Pixel coordinate listings
###
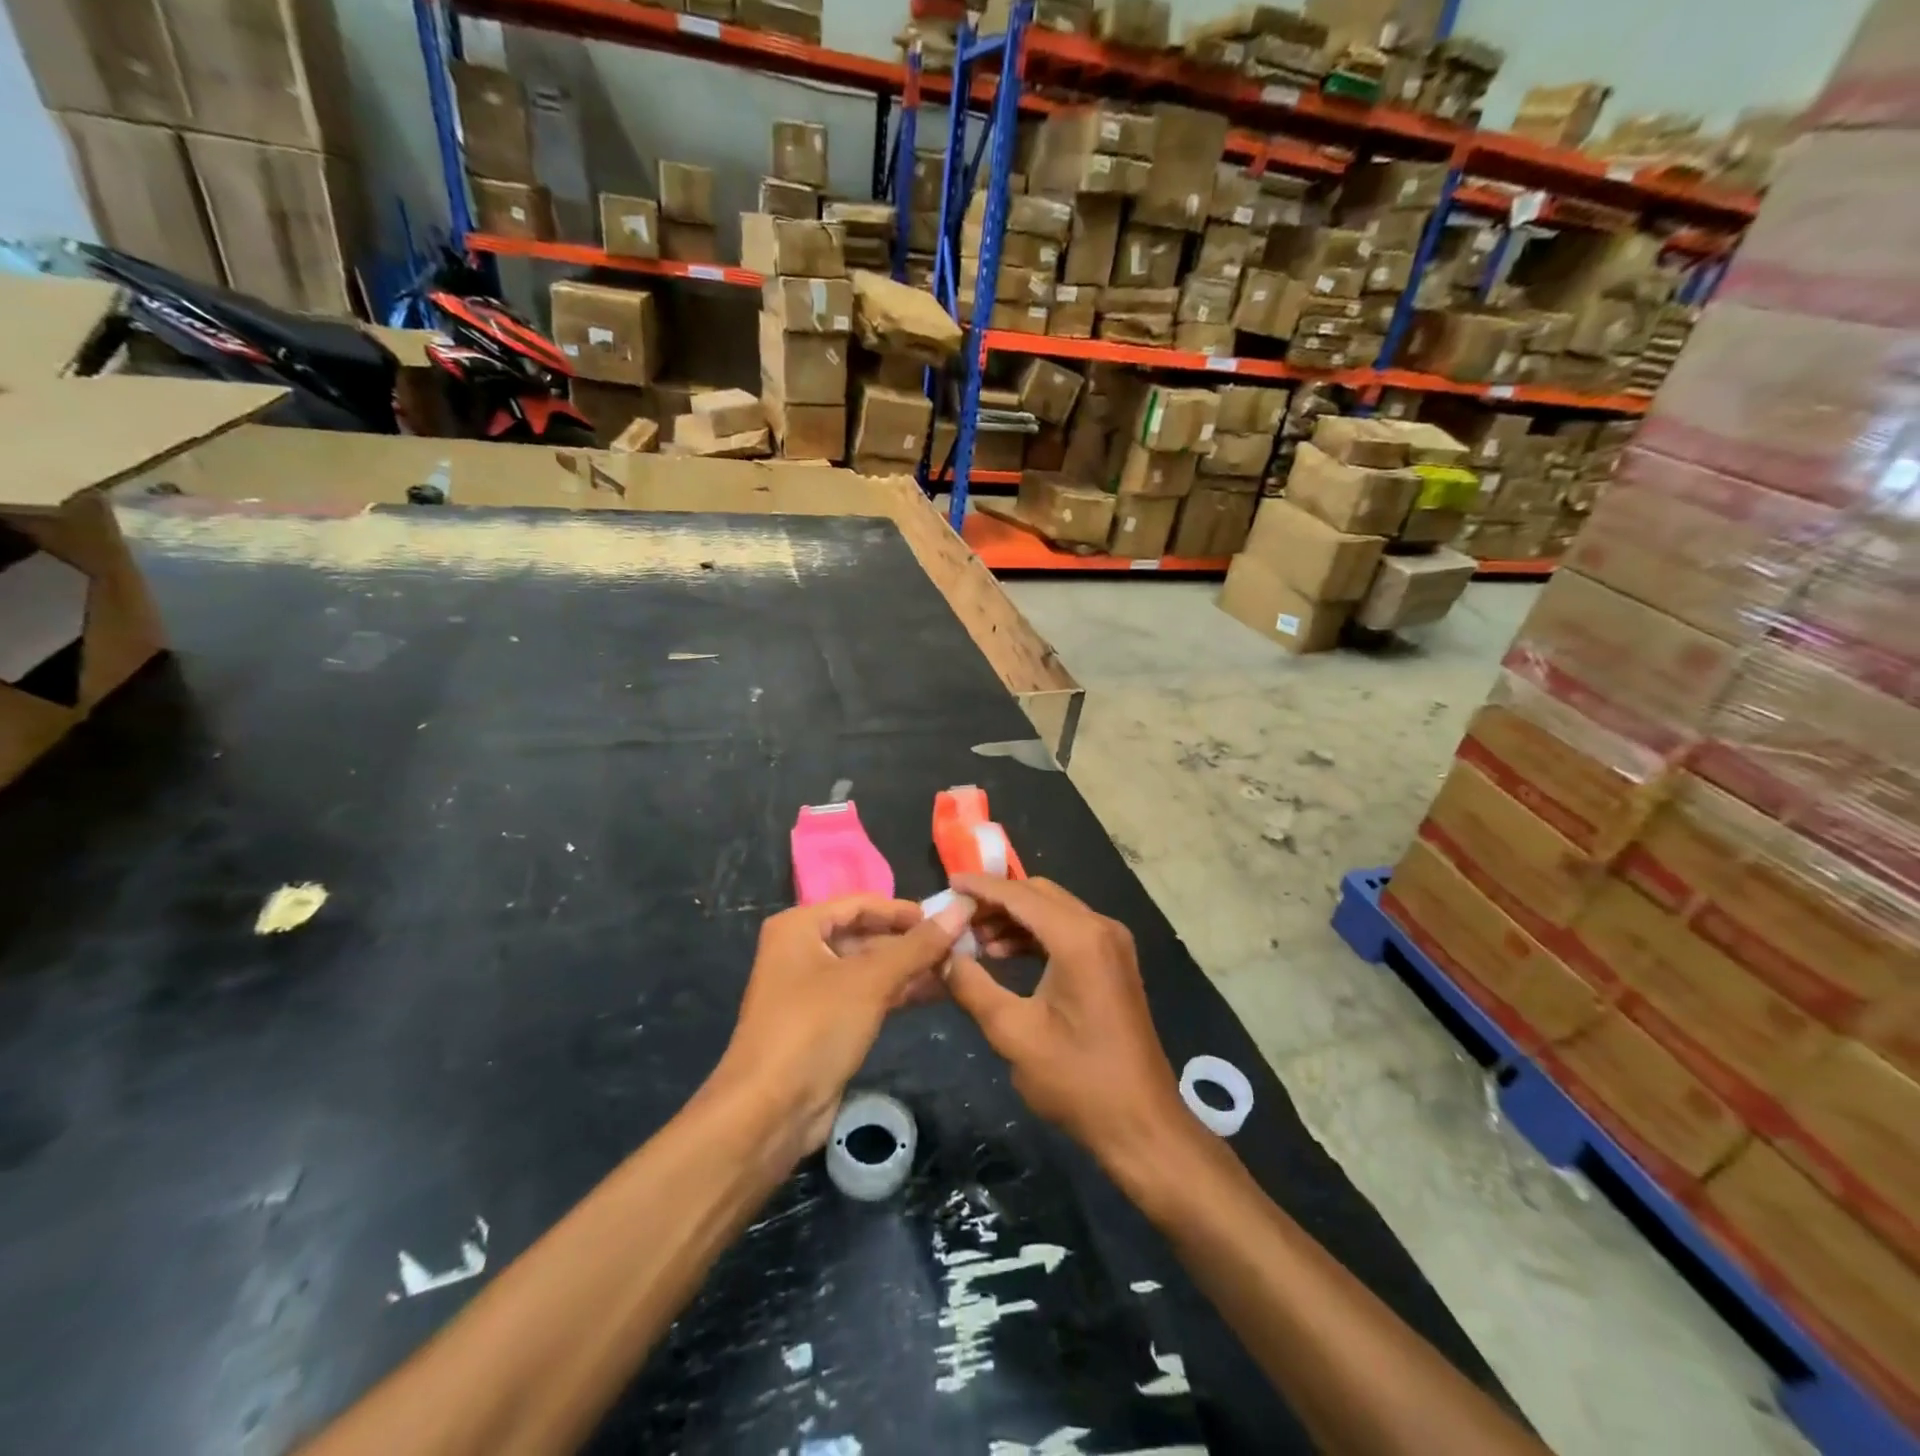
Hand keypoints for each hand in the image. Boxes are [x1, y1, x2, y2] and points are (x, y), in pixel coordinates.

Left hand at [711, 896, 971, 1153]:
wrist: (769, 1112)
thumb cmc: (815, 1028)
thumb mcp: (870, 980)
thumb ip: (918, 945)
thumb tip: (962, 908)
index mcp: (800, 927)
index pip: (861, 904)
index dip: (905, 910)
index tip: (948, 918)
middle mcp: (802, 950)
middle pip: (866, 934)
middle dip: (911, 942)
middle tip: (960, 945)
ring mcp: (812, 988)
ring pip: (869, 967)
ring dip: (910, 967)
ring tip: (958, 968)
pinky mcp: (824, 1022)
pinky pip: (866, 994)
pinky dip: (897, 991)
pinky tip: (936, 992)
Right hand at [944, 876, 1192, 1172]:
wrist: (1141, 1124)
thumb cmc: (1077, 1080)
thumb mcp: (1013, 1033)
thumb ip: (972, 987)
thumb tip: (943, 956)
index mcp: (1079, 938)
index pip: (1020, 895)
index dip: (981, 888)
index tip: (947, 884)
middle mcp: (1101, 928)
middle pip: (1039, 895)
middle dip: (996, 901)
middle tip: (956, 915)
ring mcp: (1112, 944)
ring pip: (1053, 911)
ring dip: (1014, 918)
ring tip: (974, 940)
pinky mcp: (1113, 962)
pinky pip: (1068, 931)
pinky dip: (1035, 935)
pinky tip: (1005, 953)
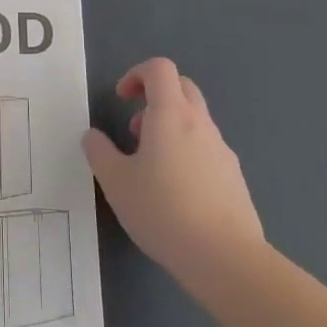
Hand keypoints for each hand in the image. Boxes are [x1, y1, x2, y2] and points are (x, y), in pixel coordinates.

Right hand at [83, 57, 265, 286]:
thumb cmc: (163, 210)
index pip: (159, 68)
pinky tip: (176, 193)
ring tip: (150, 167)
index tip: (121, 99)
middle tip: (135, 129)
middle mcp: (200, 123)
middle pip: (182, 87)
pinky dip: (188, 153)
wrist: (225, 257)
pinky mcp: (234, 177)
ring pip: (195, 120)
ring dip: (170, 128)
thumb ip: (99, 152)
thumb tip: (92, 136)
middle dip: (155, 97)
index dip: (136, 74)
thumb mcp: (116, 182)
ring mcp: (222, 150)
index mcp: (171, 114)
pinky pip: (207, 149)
###
Exclude the pictures, then retype every record exactly.

Problem solution =
Hand keypoints for each hand in the image. Boxes are [x1, y1, x2, y2] and points are (x, y), in pixel coordinates.

Left hand at [711, 896, 971, 1153]:
wrist: (769, 1112)
thumb cmc: (815, 1028)
thumb mcp: (870, 980)
thumb ip: (918, 945)
thumb tip: (962, 908)
index mcp: (800, 927)
index pip: (861, 904)
index dip: (905, 910)
index tip: (948, 918)
middle mcp: (802, 950)
middle pip: (866, 934)
middle dip: (911, 942)
middle tip: (960, 945)
ring mcp: (812, 988)
ring pip: (869, 967)
ring dip: (910, 967)
ring tip: (958, 968)
pinky mcp: (824, 1022)
pinky pip: (866, 994)
pinky dip: (897, 991)
pinky tip: (936, 992)
Right hand at [944, 876, 1192, 1172]:
wrist: (1141, 1124)
thumb cmc: (1077, 1080)
thumb mcp: (1013, 1033)
thumb ip: (972, 987)
thumb tip: (943, 956)
index mcp: (1079, 938)
index pip: (1020, 895)
index dip: (981, 888)
index tip: (947, 884)
middle mcp: (1101, 928)
middle pip: (1039, 895)
middle dip: (996, 901)
middle tip: (956, 915)
ring mcp: (1112, 944)
ring pip: (1053, 911)
ring dip: (1014, 918)
ring tip: (974, 940)
pinky mcp: (1113, 962)
pinky pip: (1068, 931)
pinky dip: (1035, 935)
pinky tip: (1005, 953)
Hand keypoints for each hand in the image. Boxes are [x1, y1, x2, y2] and points are (x, y), in pixel coordinates.

Right hand at [83, 57, 265, 286]:
thumb cmc: (163, 210)
index pip: (159, 68)
pinky tip: (176, 193)
ring tip: (150, 167)
index tip: (121, 99)
middle tip: (135, 129)
middle mcp: (200, 123)
middle pip: (182, 87)
pinky dip: (188, 153)
wrist: (225, 257)
pinky mcp: (234, 177)
ring pip: (195, 120)
ring dip: (170, 128)
thumb ip: (99, 152)
thumb tip: (92, 136)
middle dip: (155, 97)
index dip: (136, 74)
thumb mcp: (116, 182)
ring mcp: (222, 150)
index mcp: (171, 114)
pinky pip: (207, 149)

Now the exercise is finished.